As the UK enters its worst recession on record, the Federation of Small Businesses (FSB) is calling for the “most pro-business Budget ever”.
Responding to new figures which show that the UK has officially suffered a recession, and its trade deficit widened to £8.6 billion in Q2 of this year, FSB national chairman Mike Cherry said: “Small firms make up 99% of our business community and we won’t recover from this incredibly sharp recession unless they’re firing on all cylinders.
“Every policy change from here on in needs to be carefully assessed for its potential to create jobs, spur growth and increase productivity.
“We need the most pro-business, pro-self-employed Budget ever this autumn, one that lowers the costs of innovating and bringing great goods and services to market and eschews tax rises.
“We’ve had welcome measures to aid business survival and job retention, the Government should now be focussing on measures to aid business and job creation.
“A cut to employer national insurance contributions, backing for the New Enterprise Allowance and Start-Up Loans Programme, ambitious investment in our infrastructure – not least broadband – networks, taking more small firms out of the regressive business rates system and ending a worsening £23 billion late payment crisis are all a must.

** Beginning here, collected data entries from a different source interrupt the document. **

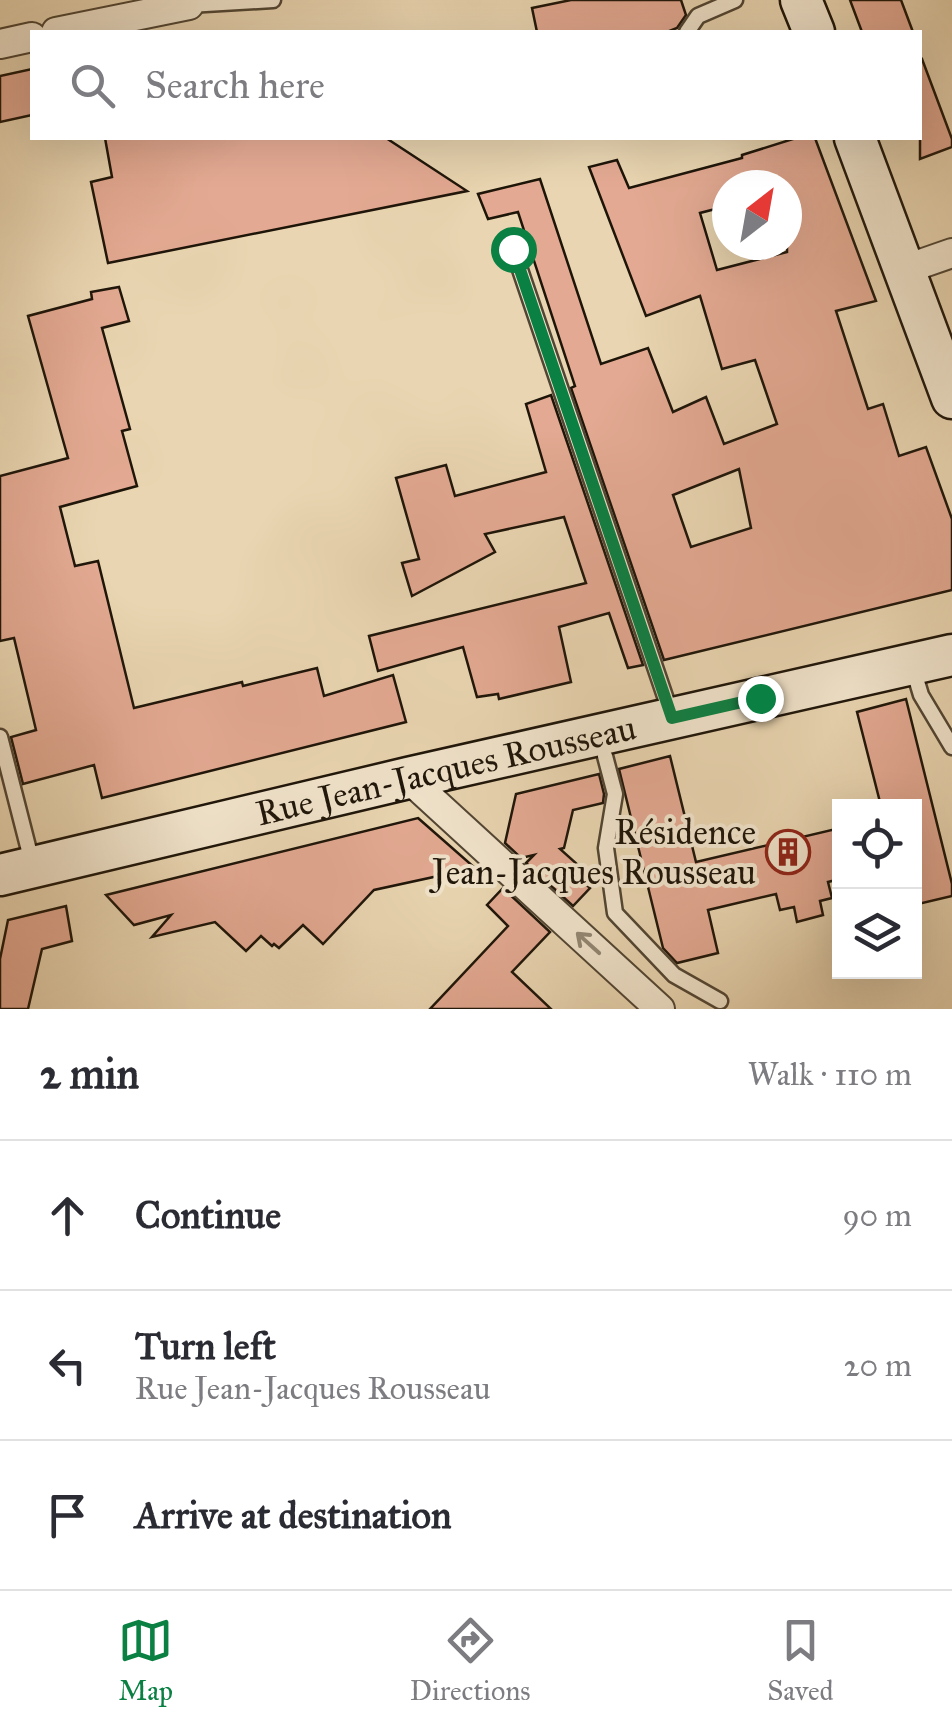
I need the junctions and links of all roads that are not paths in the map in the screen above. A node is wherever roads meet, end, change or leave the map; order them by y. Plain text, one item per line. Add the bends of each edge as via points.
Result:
1 (273, 0) edge
2 (735, 0) edge
3 (802, 0) edge
4 (188, 2) edge
5 (65, 30) edge
6 (688, 30) edge
7 (813, 30) edge
8 (30, 38) edge
9 (0, 44) edge
10 (856, 140) edge
11 (513, 249) dead end
12 (952, 254) edge
13 (906, 269) junction
14 (952, 398) edge
15 (952, 655) edge
16 (912, 664) junction
17 (672, 718) junction
18 (0, 736) edge
19 (952, 747) edge
20 (605, 756) dead end
21 (408, 778) junction
22 (16, 871) edge
23 (720, 1001) dead end
24 (660, 1009) edge

1 - 4 lane
2 - 6 lane via 698,16
3 - 7 main road
4 - 5 street
8 - 9 street
10 - 13 main road
11 - 17 lane
12 - 13 street
13 - 14 main road
15 - 16 main road, Rue Jean-Jacques Rousseau
16 - 17 main road, Rue Jean-Jacques Rousseau
16 - 19 lane via 921,695
17 - 21 main road, Rue Jean-Jacques Rousseau
18 - 22 lane
20 - 23 lane via 615,794 606,848 614,913 674,975
21 - 22 main road, Rue Jean-Jacques Rousseau
24 -> 21 street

“More than a million firms have now taken on bounce back loans to see them through this incredibly challenging period. They now need a guarantee that they won’t have to start paying them back until they’re making a profit. Such an assurance will encourage them to invest and expand today, rather than hoarding cash for fear of what’s coming down the line.
“In four months’ time the UK will transition to its new relationship with the EU but we still have no idea what that relationship will look like. When EU-UK talks resume on Monday, we need to see negotiators on all side accelerating their efforts to agree a pro-business deal in acknowledgement of the fact that time is of the essence.
“It’s been encouraging to see UK efforts to strike new trade deals. It’s critical that any new UK free trade agreements include a dedicated small business chapter spelling out exactly how each deal will protect and promote the interests of the UK’s 5.8 million small businesses.”